Source data:
--------------------------------------------------

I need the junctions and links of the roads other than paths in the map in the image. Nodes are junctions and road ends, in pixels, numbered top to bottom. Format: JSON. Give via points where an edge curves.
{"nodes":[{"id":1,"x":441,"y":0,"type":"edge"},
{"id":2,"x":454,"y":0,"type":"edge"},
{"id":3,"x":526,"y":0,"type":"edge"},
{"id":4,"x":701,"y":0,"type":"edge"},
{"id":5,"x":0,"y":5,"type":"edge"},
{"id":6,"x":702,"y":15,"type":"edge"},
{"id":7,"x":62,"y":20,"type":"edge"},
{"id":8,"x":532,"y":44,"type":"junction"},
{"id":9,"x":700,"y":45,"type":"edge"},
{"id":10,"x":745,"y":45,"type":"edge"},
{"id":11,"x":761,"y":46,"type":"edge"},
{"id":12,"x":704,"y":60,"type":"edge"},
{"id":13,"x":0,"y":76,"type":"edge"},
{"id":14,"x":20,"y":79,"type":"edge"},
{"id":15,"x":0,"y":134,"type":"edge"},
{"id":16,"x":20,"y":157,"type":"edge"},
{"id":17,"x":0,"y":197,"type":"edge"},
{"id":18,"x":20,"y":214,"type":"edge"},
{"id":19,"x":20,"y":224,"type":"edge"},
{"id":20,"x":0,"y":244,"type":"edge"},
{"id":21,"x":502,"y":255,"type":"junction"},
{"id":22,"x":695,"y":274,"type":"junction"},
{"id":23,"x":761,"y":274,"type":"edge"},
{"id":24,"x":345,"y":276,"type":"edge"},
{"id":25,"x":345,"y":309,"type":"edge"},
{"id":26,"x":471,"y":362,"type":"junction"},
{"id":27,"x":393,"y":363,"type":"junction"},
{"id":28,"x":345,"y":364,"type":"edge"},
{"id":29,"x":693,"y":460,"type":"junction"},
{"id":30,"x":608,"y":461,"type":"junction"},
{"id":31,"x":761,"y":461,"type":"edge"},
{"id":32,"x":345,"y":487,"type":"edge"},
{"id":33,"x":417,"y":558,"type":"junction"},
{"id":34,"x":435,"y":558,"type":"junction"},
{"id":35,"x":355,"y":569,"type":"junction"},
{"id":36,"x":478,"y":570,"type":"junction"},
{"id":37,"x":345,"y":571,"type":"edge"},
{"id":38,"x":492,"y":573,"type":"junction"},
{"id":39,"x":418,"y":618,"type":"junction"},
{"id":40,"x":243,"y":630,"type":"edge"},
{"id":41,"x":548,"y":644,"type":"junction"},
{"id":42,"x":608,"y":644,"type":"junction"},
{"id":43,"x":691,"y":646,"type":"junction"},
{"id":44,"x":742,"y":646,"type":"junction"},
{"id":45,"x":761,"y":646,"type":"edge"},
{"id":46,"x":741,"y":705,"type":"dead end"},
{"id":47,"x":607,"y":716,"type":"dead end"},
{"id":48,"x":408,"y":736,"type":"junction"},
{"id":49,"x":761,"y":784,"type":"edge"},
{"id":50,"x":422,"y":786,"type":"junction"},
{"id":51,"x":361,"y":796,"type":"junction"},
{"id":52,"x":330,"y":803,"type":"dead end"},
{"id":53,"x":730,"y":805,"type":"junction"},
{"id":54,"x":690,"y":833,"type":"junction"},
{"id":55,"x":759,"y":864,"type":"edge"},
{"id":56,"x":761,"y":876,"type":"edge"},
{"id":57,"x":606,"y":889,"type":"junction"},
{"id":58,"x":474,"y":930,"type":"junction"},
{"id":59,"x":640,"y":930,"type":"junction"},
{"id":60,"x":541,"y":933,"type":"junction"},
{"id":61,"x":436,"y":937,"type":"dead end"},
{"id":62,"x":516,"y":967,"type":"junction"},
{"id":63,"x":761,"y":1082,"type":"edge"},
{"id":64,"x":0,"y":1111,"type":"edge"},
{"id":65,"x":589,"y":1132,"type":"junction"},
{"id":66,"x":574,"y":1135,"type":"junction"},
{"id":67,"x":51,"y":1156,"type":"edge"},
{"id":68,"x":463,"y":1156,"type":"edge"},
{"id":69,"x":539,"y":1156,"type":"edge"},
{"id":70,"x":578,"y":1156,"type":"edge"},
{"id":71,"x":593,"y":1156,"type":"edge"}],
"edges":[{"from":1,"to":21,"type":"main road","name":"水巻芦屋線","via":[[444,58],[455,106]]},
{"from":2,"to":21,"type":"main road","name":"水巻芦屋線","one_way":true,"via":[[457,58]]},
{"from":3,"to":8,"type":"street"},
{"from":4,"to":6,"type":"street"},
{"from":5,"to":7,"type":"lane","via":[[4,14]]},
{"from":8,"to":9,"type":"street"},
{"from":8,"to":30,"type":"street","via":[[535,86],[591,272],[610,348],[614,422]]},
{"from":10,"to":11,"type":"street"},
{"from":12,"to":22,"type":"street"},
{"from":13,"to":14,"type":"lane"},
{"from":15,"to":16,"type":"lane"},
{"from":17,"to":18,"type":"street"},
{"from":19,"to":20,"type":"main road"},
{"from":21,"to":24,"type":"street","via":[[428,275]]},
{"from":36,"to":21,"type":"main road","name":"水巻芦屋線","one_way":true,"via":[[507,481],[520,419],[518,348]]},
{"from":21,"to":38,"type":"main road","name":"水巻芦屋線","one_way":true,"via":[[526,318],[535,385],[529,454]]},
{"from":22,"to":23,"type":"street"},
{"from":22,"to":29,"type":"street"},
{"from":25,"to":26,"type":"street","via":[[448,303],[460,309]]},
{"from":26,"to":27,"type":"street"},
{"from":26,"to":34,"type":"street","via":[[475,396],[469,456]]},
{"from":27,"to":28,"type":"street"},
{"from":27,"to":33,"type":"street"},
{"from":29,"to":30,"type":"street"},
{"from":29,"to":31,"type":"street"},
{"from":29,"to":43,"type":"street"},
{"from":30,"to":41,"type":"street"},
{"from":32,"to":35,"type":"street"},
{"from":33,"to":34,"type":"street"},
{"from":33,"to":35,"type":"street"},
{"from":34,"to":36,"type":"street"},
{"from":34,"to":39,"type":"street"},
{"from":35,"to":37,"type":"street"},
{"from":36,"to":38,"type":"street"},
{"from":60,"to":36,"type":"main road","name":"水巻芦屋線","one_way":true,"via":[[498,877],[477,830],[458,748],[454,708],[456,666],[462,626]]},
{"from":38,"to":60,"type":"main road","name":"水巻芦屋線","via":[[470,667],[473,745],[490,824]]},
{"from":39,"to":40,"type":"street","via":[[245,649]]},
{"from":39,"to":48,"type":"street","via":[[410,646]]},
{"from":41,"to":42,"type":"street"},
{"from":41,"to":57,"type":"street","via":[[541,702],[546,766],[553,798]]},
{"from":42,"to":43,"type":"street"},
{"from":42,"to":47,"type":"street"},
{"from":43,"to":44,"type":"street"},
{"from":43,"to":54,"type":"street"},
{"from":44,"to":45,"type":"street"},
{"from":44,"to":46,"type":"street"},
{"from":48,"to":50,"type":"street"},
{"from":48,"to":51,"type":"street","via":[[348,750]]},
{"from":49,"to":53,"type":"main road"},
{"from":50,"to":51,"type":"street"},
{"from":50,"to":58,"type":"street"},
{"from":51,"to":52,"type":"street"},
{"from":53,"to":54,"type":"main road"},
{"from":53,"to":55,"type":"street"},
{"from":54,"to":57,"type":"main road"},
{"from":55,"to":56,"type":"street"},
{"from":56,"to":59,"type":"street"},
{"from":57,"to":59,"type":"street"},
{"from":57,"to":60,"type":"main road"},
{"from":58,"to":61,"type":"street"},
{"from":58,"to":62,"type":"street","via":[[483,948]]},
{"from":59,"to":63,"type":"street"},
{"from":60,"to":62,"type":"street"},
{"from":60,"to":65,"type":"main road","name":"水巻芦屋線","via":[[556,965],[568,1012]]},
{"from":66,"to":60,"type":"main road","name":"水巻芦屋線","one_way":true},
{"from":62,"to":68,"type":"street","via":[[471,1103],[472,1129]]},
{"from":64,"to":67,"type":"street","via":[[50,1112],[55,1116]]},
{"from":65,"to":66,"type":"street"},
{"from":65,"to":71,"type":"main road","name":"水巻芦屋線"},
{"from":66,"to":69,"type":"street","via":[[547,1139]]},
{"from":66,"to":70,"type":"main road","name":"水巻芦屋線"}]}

--------------------------------------------------

Work item:
Reproduce all lines from the records above that include the word "dead".

Task result:
{"id":46,"x":741,"y":705,"type":"dead end"},
{"id":47,"x":607,"y":716,"type":"dead end"},
{"id":52,"x":330,"y":803,"type":"dead end"},
{"id":61,"x":436,"y":937,"type":"dead end"},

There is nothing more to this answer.